New book: Microsoft Office 2010 Inside Out

626898cvr.inddWe’re eager to announce that Microsoft Office 2010 Inside Out, by Ed Bott and Carl Siechert is available for purchase. For a glimpse of the Table of Contents, please visit this previous post.

This 960 page, 26 chapter book is the ultimate, in-depth reference for conquering Office 2010—from the inside out! This supremely organized book packs hundreds of timesaving solutions, troubleshooting tips, and workarounds—so you can really put Office 2010 to work.

Here is an excerpt from Chapter 15.

Chapter 15

Inside OneNote 2010

Microsoft’s OneNote is more than seven years old, and yet for many (if not most)
Office users it’s a complete unknown. That’s understandable: After all, in Office
2003 and Office 2007, OneNote was included only in a couple of Office editions,
but in Office 2010, OneNote is elevated to marquee status and is part of every edition.

So what is OneNote exactly? In this case, the program’s metaphor is absolutely accurate.
OneNote really is a digital replacement for a traditional loose-leaf notebook in which you
can save class notes, academic research, meeting minutes, or just about anything else you
might be tempted to put on a piece of paper.
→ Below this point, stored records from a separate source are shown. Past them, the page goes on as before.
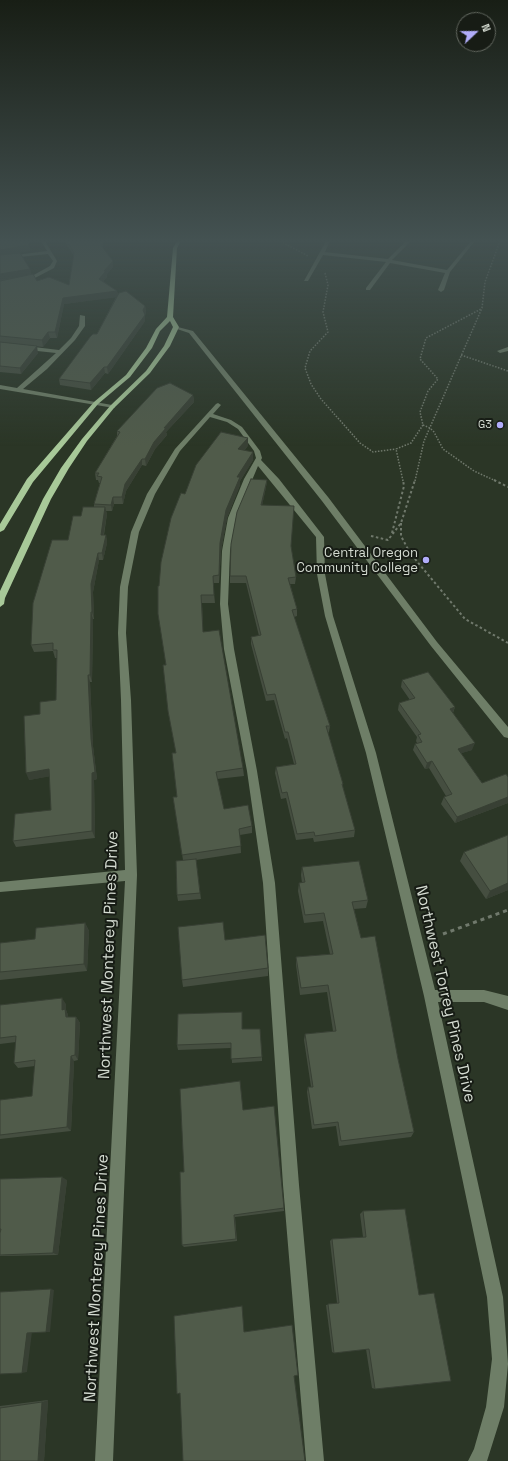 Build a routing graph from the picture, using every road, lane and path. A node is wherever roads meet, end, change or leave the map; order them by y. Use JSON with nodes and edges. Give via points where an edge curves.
{"nodes":[{"id":1,"x":171,"y":309,"type":"edge"},
{"id":2,"x":324,"y":309,"type":"edge"},
{"id":3,"x":480,"y":309,"type":"edge"},
{"id":4,"x":481,"y":309,"type":"edge"},
{"id":5,"x":82,"y":316,"type":"dead end"},
{"id":6,"x":170,"y":317,"type":"junction"},
{"id":7,"x":176,"y":327,"type":"junction"},
{"id":8,"x":0,"y":345,"type":"edge"},
{"id":9,"x":508,"y":348,"type":"edge"},
{"id":10,"x":500,"y":351,"type":"dead end"},
{"id":11,"x":61,"y":352,"type":"junction"},
{"id":12,"x":461,"y":355,"type":"junction"},
{"id":13,"x":508,"y":372,"type":"edge"},
{"id":14,"x":0,"y":387,"type":"edge"},
{"id":15,"x":20,"y":389,"type":"junction"},
{"id":16,"x":96,"y":403,"type":"junction"},
{"id":17,"x":218,"y":405,"type":"dead end"},
{"id":18,"x":112,"y":406,"type":"junction"},
{"id":19,"x":209,"y":415,"type":"junction"},
{"id":20,"x":423,"y":424,"type":"junction"},
{"id":21,"x":430,"y":428,"type":"junction"},
{"id":22,"x":396,"y":449,"type":"junction"},
{"id":23,"x":258,"y":461,"type":"junction"},
{"id":24,"x":508,"y":487,"type":"edge"},
{"id":25,"x":401,"y":523,"type":"junction"},
{"id":26,"x":0,"y":530,"type":"edge"},
{"id":27,"x":349,"y":531,"type":"junction"},
{"id":28,"x":392,"y":535,"type":"junction"},
{"id":29,"x":0,"y":604,"type":"edge"},
{"id":30,"x":508,"y":643,"type":"edge"},
{"id":31,"x":508,"y":734,"type":"edge"},
{"id":32,"x":131,"y":875,"type":"junction"},
{"id":33,"x":0,"y":887,"type":"edge"},
{"id":34,"x":508,"y":910,"type":"edge"},
{"id":35,"x":443,"y":934,"type":"dead end"},
{"id":36,"x":430,"y":996,"type":"junction"},
{"id":37,"x":508,"y":1003,"type":"edge"},
{"id":38,"x":104,"y":1461,"type":"edge"},
{"id":39,"x":315,"y":1461,"type":"edge"},
{"id":40,"x":477,"y":1461,"type":"edge"}],
"edges":[{"from":1,"to":6,"type":"main road"},
{"from":2,"to":22,"type":"path","via":[[328,332],[310,351],[305,368],[311,384],[360,443],[373,452]]},
{"from":3,"to":20,"type":"path","via":[[426,338],[420,359],[438,379],[428,391],[420,412]]},
{"from":4,"to":12,"type":"path"},
{"from":5,"to":11,"type":"street","via":[[82,326]]},
{"from":6,"to":7,"type":"main road"},
{"from":6,"to":16,"type":"main road","via":[[158,330],[128,376]]},
{"from":7,"to":18,"type":"main road","via":[[168,346],[148,372]]},
{"from":7,"to":27,"type":"street","via":[[191,332]]},
{"from":8,"to":11,"type":"street"},
{"from":9,"to":10,"type":"street"},
{"from":11,"to":15,"type":"street"},
{"from":12,"to":13,"type":"path"},
{"from":12,"to":21,"type":"path"},
{"from":14,"to":15,"type":"street"},
{"from":15,"to":16,"type":"street"},
{"from":16,"to":18,"type":"street"},
{"from":16,"to":26,"type":"main road","via":[[30,481]]},
{"from":17,"to":19,"type":"street","name":"Northwest Monterey Pines Drive"},
{"from":18,"to":29,"type":"main road","via":[[84,440],[50,493]]},
{"from":19,"to":23,"type":"street","via":[[229,421],[240,428],[257,451]]},
{"from":19,"to":32,"type":"street","name":"Northwest Monterey Pines Drive","via":[[177,450],[151,494],[136,532],[124,587],[122,633]]},
{"from":20,"to":21,"type":"path"},
{"from":20,"to":22,"type":"path","via":[[411,443]]},
{"from":21,"to":24,"type":"path","via":[[443,449],[474,471]]},
{"from":21,"to":25,"type":"path"},
{"from":22,"to":28,"type":"path","via":[[404,486]]},
{"from":23,"to":36,"type":"street","name":"Northwest Torrey Pines Drive","via":[[320,537],[321,574],[329,616],[371,753]]},
{"from":23,"to":39,"type":"street","via":[[232,518],[226,551],[224,604],[229,649],[252,771],[269,883],[291,1185]]},
{"from":25,"to":28,"type":"path"},
{"from":25,"to":30,"type":"path","via":[[401,536],[410,553],[465,619]]},
{"from":27,"to":28,"type":"path","via":[[388,540]]},
{"from":27,"to":31,"type":"street","via":[[434,644]]},
{"from":32,"to":33,"type":"street"},
{"from":32,"to":38,"type":"street","name":"Northwest Monterey Pines Drive"},
{"from":34,"to":35,"type":"path"},
{"from":36,"to":37,"type":"street","via":[[484,996]]},
{"from":36,"to":40,"type":"street","name":"Northwest Torrey Pines Drive","via":[[495,1297],[500,1359],[495,1407],[482,1453]]}]}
You can type, write, paste, print, snip, clip,
and send just about anything to OneNote, which saves each item on a page in a section of
a notebook. You can move the pieces around on the page, format text and resize pictures,
and arrange text into tidy outlines and lists.

 

Did we mention that OneNote notebooks are infinitely expandable? You can add new pages and sections, organize pages and subpages, and create as many new notebooks as
you can fit in your default storage location. Personal notebooks are stored on your hard drive; you can share and sync notebooks using Windows Live SkyDrive (or, on a home or business network, in a shared folder or SharePoint site).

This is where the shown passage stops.